On Tuesday, Donald Trump will give his State of the Union address and will have ample opportunity to move the national conversation past his multiple deliberate attempt to interfere with the democratic process and to obstruct the various efforts to expose him—including instructions to "take out" a troublesome diplomat. Normal presidential behavior? He was trying to cheat in the election, and apparently—as long as your political party controls the majority in the senate—that's allowed.

Senator Alexander has cleared the way for the American people to carry on with normal life without truly confronting the corruption that defines Donald Trump's interactions with the world and everyone around him. He has made it increasingly likely that Donald Trump will continue to use the immense powers of the presidency to pursue personal and political ends at the expense of global stability, our democratic institutions, and a sustainable future. Lamar Alexander—along with 50 of his colleagues—will soon have effectively rubber-stamped election rigging.

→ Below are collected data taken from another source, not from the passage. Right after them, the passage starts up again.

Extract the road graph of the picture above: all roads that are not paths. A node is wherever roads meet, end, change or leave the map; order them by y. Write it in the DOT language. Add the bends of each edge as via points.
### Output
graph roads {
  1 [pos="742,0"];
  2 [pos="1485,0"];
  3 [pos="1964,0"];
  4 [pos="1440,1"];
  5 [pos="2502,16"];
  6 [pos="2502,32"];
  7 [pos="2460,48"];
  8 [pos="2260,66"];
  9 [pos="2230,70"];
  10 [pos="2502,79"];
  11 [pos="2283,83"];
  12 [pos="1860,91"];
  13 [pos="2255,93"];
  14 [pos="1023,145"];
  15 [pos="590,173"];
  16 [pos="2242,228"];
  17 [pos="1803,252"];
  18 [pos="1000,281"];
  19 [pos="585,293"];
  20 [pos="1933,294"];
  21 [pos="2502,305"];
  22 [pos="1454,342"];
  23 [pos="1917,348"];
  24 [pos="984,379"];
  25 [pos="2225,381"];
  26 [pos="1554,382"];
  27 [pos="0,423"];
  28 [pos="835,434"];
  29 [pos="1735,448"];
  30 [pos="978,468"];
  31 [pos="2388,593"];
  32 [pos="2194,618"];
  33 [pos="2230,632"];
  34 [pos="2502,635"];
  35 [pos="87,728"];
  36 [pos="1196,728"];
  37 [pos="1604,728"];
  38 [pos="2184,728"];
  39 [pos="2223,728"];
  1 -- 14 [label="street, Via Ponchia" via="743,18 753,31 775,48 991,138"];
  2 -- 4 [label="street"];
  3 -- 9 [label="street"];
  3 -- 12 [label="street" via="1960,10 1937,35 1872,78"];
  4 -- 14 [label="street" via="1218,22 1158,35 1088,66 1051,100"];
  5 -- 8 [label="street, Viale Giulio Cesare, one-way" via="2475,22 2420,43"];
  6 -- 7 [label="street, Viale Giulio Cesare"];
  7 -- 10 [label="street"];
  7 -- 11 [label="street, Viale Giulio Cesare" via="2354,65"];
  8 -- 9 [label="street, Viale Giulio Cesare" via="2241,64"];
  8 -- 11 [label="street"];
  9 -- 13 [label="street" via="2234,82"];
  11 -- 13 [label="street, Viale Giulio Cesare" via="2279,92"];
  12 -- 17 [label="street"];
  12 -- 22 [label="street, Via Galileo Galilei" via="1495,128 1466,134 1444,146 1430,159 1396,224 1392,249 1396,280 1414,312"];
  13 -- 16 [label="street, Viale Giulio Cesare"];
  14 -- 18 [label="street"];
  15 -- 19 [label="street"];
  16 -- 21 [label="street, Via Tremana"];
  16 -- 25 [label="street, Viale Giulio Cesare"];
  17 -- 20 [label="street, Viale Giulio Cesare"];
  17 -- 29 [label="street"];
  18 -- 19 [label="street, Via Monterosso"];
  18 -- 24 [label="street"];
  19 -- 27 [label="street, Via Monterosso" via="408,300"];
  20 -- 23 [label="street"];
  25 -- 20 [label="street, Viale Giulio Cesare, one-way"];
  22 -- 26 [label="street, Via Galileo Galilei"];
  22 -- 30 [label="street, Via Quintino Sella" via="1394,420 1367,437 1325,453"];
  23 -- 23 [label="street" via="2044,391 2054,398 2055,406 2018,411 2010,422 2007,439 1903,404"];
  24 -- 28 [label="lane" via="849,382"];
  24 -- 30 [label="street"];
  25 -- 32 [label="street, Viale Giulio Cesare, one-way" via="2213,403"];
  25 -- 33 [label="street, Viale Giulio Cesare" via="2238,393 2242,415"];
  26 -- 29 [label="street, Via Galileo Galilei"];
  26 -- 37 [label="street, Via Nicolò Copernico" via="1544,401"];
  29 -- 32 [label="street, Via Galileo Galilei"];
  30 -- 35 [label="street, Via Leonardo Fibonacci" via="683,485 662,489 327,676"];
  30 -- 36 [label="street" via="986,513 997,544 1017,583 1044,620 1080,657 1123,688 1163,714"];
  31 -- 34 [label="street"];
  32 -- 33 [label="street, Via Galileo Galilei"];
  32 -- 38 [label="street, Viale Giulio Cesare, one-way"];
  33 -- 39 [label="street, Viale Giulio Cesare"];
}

But in his statement there is no indication that this choice has any significant ramifications. He is willingly obscuring the real stakes, partly out of party loyalty, and partly because his age makes those stakes abstract. He will be dead soon. Maybe not this year or the next, or even twenty years from now, but in comparison to the young membership of the Sunrise Movement—for instance—his thinking is fundamentally and frighteningly short-term.

Sunrise MovementLissy Romanow

If Donald Trump wins re-election in November, it will likely be the outcome of various efforts to leave Americans misinformed and disenfranchised and will almost certainly result in the United States fully abdicating our duty to address climate change—the "Chinese hoax"—with the urgent and intensive action it requires. And there will be many people to blame, but few who were as well-positioned to alter this horrific course of events as Senator Lamar Alexander.

So congratulations, sir. In your waning years you managed to ensure that American democracy and a livable climate are on their way out too. Way to go.